Allegations of accounting irregularities at some smaller Chinese companies have eroded demand for larger peers including Sina, Baidu Inc. and Sohu.com Inc., which have lost at least 17 percent of their value since the end of April, after reaching record highs that month, according to Aaron Kessler, an analyst at ThinkEquity LLC in San Francisco. Longtop Financial Technologies Ltd., a Hong Kong-based software provider, was sued by an investor alleging the company overstated profit margins and concealed adverse facts last month.
“There’ve been some accounting concerns in the sector, also concerns of a global economic slowdown that have impacted these names,” Kessler said. “Short selling can be part of it as well.”
The SEC has revoked the registrations of eight China-based companies since December, and more than 24 firms have disclosed auditor resignations or accounting problems to the agency since March, SEC Chairman Mary Schapiro wrote in an April 27 letter.

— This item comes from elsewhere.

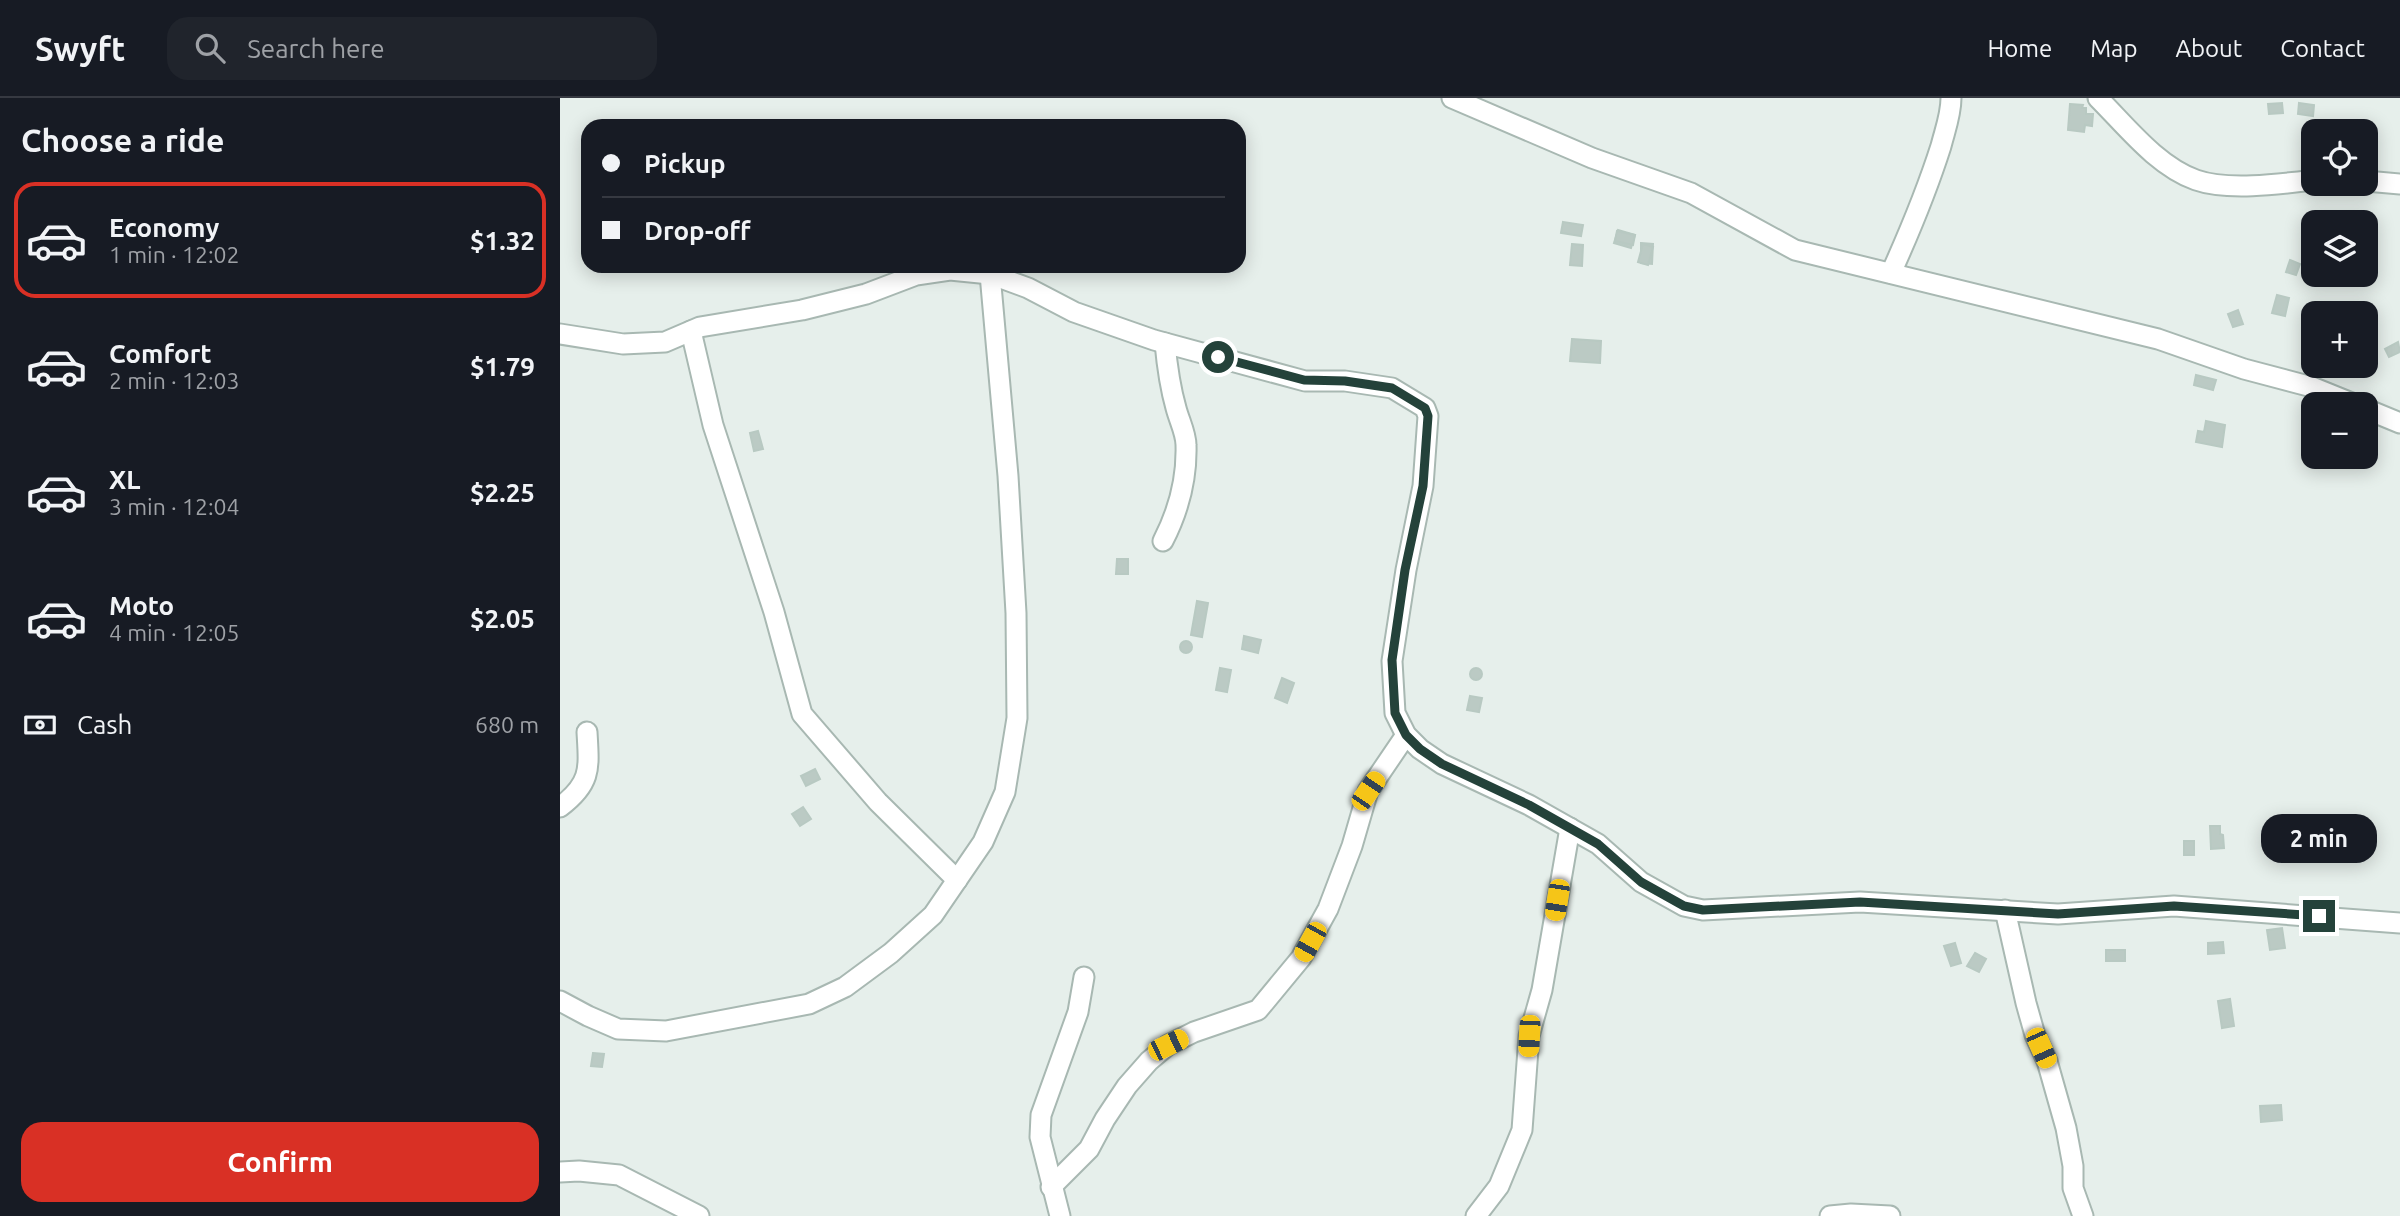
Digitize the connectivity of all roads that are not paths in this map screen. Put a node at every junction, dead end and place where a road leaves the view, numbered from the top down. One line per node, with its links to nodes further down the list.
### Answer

Interactive Brokers Group Inc., the electronic market maker and securities firm, raised margin requirements to 100 percent for some Chinese stocks, because of “elevated risk concerns,” according to a statement on its website. Sina and Sohu were among more than 100 Chinese companies on the list. The increase went into effect June 6 in stages and will be completed by the end of this week, the brokerage said.
The increased margin means that “people can’t use borrowed money to buy or hold these stocks,” said Scott Kessler, head of technology equity research at Standard & Poor’s in New York. The requirement “clearly is going to have an adverse impact when it comes to the momentum and speculative element as it pertains to a lot of these names.”
New-Wave Investment Holding Co., a shareholder of Sina in which Chief Executive Officer Charles Chao is a partner, signed an agreement with a unit of Goldman Sachs Group on June 3 for a “prepaid variable share forward sale,” according to Sina’s regulatory filing yesterday. The transaction allows Goldman to sell up to 1.25 million of Sina’s shares, the filing said.
‘Tracking to Plan’
“Sina’s core business is tracking to plan,” said Eugene Munster, an analyst at Minneapolis-based Piper Jaffray Cos., in a research note yesterday following the filing. He said he expects the company to add updates and advanced features for Sina’s Weibo, or microblogging service, in the next few months.
Munster maintains an “overweight” rating on Sina and a price target of $139, according to his report.
Investors’ short-sale interest in Sina retreated to 8.1 percent of its total outstanding shares as of June 7, from a 13-week high of 9.9 percent the previous day, according to Data Explorers, a New York-based research firm.
Short selling, or selling borrowed shares with the goal of profiting when they fall, surged to a two-year high of 10.6 percent of Sina’s total outstanding shares March 16, according to Data Explorers.
Longtop said in a May 23 statement that its Chief Financial Officer Derek Palaschuk and Deloitte Touche Tohmatsu Ltd. resigned because of “falsity of the company’s financial records in relation to cash at bank and loan balances (and possibly in sales revenue).”